■ TASK TO CARRY OUT ■
Scan the entries below, and for each line that includes the word "dead", make a copy.

■ DATASET EXCERPTS ■

════

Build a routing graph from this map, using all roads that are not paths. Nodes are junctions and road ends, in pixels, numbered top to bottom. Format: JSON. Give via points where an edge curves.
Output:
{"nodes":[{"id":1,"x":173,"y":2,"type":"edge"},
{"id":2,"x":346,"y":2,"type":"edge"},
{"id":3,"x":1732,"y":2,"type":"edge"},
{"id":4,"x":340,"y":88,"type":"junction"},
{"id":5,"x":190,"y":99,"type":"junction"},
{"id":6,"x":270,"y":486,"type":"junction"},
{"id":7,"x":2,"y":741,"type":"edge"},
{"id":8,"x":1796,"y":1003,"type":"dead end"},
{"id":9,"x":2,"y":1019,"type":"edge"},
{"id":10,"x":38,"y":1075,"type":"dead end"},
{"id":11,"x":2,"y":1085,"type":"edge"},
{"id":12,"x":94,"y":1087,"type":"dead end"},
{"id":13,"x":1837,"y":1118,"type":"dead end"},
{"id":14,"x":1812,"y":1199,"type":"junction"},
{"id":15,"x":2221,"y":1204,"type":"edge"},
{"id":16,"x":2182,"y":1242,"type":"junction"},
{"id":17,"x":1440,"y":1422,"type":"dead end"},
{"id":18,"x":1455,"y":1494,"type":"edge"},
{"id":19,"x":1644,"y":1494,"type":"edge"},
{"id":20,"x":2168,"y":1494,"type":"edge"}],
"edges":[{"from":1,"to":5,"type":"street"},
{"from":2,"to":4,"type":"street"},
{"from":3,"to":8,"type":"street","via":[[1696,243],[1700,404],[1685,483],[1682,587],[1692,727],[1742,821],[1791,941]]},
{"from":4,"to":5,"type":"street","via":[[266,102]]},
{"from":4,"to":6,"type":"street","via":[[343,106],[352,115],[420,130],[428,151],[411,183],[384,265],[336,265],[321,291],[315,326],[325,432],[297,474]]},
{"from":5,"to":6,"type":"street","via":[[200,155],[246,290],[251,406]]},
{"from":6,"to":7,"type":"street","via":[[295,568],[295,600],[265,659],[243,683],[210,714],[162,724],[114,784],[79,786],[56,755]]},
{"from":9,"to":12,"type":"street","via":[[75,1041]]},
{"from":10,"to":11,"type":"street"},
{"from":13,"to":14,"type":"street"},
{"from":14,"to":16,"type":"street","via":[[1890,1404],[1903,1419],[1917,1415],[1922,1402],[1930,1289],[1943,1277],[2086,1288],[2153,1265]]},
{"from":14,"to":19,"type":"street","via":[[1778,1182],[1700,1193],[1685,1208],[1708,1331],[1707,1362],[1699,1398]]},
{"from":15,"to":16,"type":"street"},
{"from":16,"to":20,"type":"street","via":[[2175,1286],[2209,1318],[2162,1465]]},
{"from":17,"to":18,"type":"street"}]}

════

■ RESULT OF THIS TASK ■
{"id":8,"x":1796,"y":1003,"type":"dead end"},
{"id":10,"x":38,"y":1075,"type":"dead end"},
{"id":12,"x":94,"y":1087,"type":"dead end"},
{"id":13,"x":1837,"y":1118,"type":"dead end"},
{"id":17,"x":1440,"y":1422,"type":"dead end"},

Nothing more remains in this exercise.